# [REQUIRED ACTION]
Across the entries below, how many lines include "Hyatt"? Give the number and nothing else.

(Data entries)
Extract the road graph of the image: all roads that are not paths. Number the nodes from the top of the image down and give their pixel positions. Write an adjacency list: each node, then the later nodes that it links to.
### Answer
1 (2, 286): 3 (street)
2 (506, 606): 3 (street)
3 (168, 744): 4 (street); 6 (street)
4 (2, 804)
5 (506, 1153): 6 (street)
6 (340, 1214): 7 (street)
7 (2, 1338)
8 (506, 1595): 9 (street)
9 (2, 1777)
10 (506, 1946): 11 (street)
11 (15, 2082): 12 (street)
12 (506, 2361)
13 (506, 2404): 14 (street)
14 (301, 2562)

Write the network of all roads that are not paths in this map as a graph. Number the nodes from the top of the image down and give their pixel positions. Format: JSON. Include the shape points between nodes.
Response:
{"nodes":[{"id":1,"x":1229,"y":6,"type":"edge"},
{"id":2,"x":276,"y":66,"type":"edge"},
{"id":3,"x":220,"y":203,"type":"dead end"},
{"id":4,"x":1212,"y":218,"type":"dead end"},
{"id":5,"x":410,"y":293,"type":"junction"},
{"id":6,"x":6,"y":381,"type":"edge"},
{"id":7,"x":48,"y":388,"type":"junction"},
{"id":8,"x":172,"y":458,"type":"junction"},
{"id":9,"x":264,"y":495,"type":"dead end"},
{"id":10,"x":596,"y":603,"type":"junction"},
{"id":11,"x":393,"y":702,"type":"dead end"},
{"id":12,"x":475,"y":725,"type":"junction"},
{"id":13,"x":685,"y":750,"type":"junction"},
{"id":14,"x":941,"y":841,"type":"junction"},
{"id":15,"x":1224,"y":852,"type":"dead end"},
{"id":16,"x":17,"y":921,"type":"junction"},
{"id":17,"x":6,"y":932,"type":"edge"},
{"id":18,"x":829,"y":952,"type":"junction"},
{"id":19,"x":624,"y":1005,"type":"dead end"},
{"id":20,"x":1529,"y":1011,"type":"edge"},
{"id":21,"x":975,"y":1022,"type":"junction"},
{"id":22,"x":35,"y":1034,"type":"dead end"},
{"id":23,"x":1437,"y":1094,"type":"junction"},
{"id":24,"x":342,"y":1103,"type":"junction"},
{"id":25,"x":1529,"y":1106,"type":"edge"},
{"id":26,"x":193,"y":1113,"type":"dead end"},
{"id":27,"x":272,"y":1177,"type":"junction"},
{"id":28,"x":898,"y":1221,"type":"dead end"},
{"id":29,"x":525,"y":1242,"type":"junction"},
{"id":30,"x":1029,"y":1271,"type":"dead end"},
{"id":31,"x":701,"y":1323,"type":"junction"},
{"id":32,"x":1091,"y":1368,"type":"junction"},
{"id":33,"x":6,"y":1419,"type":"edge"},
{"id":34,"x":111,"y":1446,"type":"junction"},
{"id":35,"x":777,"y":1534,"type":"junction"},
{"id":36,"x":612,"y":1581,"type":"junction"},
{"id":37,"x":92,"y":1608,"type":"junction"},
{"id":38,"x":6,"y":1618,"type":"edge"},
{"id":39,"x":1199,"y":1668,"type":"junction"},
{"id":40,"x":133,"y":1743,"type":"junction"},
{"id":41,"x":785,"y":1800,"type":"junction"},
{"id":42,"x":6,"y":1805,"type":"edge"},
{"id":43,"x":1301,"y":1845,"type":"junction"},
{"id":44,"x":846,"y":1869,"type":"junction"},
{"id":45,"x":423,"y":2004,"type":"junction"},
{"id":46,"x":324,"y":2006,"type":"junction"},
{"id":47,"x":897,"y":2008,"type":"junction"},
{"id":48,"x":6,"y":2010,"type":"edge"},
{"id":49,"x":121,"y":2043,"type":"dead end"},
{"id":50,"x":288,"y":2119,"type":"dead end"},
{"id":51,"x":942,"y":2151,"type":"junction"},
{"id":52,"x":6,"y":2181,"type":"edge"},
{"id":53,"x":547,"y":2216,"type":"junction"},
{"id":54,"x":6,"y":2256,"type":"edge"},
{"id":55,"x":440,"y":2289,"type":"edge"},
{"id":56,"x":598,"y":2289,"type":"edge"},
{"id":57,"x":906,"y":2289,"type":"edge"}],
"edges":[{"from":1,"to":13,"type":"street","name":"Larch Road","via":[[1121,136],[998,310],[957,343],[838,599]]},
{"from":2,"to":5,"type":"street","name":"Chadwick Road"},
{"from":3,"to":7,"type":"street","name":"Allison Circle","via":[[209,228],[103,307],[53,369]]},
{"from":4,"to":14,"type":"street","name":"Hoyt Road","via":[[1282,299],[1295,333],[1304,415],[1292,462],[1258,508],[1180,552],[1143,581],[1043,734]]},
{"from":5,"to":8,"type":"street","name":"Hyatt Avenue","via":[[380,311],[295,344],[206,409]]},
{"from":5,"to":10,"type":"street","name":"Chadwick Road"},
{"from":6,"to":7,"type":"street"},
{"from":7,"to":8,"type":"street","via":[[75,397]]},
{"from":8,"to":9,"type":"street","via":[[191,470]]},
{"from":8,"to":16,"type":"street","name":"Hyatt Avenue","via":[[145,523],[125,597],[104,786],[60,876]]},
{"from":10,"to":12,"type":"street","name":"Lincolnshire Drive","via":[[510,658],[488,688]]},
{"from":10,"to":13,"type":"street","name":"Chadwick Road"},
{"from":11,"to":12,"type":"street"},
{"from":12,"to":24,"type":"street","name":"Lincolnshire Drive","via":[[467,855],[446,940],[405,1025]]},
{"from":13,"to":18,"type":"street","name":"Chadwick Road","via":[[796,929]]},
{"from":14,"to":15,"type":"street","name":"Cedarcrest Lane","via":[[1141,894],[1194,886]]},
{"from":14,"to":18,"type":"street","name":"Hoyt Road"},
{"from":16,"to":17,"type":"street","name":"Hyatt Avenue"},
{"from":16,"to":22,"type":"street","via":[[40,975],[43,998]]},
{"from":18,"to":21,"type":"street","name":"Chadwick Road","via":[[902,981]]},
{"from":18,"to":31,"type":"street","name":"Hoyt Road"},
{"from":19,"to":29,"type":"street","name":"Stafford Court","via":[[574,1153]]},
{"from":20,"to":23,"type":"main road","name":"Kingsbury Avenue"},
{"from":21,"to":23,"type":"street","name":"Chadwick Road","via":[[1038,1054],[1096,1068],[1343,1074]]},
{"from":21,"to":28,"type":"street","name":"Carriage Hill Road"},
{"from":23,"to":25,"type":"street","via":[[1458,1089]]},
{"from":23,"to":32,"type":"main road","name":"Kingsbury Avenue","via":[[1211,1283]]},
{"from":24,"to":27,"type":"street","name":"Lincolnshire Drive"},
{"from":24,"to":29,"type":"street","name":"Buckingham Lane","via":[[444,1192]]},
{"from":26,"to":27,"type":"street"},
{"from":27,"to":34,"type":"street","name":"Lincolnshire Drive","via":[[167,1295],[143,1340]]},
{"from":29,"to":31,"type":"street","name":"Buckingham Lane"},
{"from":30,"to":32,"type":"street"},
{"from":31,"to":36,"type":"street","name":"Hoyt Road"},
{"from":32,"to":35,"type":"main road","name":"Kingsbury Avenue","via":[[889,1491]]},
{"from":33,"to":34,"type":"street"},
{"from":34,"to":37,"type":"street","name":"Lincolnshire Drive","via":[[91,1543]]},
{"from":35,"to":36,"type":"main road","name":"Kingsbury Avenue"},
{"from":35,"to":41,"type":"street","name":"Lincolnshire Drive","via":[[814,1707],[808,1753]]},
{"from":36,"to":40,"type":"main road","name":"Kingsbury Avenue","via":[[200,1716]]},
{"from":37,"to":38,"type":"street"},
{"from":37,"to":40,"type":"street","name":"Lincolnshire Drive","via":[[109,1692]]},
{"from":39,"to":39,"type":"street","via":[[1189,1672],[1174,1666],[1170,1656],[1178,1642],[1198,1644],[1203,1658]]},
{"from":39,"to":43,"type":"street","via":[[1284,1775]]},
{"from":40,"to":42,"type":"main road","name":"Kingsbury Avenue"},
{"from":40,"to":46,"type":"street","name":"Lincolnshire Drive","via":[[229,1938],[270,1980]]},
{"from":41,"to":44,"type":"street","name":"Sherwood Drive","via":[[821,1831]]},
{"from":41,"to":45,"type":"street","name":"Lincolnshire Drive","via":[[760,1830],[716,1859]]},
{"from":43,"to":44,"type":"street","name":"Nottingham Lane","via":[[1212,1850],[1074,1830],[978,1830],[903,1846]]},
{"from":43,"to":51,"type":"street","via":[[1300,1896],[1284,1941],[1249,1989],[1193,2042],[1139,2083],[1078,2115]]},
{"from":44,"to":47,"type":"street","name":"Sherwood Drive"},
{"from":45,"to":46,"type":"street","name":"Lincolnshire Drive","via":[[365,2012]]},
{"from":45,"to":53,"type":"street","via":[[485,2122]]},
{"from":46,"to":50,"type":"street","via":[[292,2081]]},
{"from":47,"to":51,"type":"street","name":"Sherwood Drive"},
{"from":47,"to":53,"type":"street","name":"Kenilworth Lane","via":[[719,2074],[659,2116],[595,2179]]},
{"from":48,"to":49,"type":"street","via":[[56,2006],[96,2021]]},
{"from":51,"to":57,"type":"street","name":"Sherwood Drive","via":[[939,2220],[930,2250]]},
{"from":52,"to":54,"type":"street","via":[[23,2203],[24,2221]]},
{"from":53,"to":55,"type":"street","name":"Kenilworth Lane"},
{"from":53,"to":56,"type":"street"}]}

# [RESULT]
3